Instructions for the task => Search each line of the data for the word "Vine"; copy every line where it is found.

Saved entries

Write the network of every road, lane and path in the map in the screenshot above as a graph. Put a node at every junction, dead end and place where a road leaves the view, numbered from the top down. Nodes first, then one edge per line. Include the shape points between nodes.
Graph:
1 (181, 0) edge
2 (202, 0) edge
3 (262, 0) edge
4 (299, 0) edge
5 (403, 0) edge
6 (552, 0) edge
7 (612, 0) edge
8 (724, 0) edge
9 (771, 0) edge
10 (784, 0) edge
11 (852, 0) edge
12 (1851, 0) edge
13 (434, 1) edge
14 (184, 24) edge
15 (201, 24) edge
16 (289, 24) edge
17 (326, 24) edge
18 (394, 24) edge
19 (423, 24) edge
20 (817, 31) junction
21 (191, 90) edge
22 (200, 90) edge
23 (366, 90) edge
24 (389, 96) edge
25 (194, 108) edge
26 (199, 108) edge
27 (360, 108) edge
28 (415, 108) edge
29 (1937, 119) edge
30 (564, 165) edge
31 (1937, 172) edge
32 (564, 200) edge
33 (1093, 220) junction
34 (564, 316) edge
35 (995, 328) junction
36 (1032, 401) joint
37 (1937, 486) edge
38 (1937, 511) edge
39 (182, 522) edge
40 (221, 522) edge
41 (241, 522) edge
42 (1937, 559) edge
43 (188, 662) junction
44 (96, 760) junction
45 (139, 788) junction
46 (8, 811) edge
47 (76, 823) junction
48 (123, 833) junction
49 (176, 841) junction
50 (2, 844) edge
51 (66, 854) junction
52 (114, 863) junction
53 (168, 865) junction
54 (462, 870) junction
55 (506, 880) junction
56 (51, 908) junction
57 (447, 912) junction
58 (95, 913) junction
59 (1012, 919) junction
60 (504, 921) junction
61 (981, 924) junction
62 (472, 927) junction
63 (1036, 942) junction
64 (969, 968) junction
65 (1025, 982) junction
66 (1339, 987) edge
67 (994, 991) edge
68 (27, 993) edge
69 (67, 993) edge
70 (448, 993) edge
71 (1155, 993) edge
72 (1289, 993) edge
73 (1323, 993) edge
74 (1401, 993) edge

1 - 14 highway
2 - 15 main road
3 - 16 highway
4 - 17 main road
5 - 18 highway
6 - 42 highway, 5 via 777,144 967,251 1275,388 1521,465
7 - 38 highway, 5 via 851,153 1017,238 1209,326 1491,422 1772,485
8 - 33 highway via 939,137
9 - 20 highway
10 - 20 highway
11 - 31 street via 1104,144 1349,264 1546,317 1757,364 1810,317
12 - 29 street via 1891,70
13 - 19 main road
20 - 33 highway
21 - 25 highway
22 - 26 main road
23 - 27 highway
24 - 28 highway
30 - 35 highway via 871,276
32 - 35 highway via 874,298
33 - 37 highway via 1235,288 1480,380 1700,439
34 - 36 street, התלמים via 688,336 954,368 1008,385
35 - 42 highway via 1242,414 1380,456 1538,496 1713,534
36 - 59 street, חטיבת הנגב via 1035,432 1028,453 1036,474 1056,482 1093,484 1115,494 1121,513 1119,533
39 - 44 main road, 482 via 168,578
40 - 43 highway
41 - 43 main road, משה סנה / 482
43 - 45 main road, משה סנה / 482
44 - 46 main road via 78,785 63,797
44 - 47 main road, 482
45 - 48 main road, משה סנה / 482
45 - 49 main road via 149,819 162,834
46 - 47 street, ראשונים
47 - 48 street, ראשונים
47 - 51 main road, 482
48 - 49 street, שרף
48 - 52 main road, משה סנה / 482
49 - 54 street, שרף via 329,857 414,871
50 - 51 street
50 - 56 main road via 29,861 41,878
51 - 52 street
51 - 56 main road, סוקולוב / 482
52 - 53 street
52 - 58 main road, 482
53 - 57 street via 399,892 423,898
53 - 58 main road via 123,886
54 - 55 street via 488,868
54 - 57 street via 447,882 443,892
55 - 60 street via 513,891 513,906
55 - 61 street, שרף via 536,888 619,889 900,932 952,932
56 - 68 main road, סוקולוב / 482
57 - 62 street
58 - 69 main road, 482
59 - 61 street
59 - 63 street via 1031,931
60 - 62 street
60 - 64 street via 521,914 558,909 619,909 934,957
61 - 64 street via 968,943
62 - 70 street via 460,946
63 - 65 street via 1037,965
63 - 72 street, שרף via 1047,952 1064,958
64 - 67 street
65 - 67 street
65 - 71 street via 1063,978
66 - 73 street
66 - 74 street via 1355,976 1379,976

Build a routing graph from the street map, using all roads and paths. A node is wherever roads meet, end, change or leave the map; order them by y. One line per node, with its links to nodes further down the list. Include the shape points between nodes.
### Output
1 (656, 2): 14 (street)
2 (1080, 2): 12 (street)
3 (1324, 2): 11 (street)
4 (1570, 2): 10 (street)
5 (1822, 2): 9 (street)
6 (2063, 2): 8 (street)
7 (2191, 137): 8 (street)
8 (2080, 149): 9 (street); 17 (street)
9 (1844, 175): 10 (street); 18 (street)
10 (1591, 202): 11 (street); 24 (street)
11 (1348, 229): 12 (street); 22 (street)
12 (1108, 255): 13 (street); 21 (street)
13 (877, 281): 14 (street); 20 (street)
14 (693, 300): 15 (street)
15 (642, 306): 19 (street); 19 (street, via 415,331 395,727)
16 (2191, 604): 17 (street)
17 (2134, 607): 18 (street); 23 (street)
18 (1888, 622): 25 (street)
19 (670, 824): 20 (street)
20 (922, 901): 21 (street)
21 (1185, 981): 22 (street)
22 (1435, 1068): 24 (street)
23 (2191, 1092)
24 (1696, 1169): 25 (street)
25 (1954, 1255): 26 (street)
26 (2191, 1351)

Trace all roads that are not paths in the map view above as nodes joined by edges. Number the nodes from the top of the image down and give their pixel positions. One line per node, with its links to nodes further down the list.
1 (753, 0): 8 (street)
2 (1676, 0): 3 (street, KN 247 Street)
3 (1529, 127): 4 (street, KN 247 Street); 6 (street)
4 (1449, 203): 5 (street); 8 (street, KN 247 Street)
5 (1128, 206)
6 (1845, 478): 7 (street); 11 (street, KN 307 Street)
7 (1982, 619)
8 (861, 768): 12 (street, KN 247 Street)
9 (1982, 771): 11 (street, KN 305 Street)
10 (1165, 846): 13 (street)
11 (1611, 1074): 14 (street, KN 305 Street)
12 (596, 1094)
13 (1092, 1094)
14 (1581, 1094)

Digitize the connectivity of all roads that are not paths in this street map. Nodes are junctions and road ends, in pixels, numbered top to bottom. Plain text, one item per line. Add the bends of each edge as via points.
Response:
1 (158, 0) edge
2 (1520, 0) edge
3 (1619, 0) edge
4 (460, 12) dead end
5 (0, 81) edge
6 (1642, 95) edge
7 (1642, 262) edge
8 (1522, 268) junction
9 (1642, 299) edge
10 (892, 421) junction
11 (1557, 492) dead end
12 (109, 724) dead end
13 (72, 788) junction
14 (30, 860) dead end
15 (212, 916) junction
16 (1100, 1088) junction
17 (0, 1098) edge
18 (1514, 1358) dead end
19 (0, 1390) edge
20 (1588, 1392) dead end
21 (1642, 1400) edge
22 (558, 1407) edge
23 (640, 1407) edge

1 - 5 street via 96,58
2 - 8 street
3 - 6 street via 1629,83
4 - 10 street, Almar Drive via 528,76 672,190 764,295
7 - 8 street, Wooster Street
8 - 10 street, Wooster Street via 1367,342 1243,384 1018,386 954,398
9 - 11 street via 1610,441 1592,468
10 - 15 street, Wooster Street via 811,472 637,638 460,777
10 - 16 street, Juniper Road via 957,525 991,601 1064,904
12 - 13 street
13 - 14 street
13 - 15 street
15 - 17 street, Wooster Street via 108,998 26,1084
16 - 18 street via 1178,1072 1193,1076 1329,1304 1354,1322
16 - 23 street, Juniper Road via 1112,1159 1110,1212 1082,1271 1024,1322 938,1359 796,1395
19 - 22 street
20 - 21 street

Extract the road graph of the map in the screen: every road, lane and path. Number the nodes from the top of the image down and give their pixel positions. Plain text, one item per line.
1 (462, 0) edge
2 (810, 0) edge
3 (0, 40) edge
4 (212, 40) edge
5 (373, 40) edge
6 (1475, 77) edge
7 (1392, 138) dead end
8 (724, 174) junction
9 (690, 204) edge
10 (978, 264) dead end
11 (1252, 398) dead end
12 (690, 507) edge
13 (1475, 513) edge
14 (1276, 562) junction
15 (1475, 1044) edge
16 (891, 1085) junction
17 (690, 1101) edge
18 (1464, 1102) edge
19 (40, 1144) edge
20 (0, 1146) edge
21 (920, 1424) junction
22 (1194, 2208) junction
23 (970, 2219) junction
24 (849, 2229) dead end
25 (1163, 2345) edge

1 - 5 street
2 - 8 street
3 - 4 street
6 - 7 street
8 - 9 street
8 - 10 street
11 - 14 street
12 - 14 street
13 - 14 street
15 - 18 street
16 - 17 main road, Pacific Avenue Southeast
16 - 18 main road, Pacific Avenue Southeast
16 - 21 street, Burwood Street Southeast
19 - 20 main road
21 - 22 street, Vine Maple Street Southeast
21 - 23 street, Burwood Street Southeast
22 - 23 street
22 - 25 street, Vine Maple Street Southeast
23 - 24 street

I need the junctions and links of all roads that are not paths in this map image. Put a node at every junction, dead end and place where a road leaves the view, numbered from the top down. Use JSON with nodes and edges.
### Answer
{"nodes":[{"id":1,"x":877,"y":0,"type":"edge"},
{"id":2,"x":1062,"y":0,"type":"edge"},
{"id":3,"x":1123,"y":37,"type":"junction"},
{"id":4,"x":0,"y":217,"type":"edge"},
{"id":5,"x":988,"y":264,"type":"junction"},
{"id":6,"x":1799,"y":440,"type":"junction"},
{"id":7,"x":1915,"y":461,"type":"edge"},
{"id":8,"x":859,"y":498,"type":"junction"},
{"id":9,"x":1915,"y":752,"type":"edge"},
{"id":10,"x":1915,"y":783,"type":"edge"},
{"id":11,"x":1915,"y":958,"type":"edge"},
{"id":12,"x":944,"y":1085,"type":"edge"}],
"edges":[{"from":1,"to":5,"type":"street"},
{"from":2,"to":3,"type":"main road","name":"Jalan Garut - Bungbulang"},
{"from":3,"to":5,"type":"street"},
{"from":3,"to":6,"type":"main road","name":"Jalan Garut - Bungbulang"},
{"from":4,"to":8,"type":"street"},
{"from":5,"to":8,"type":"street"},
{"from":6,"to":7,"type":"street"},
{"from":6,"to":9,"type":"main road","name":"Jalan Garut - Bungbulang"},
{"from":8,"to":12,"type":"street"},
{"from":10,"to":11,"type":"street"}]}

Solution to the exercise =>
21 - 22 street, Vine Maple Street Southeast
22 - 25 street, Vine Maple Street Southeast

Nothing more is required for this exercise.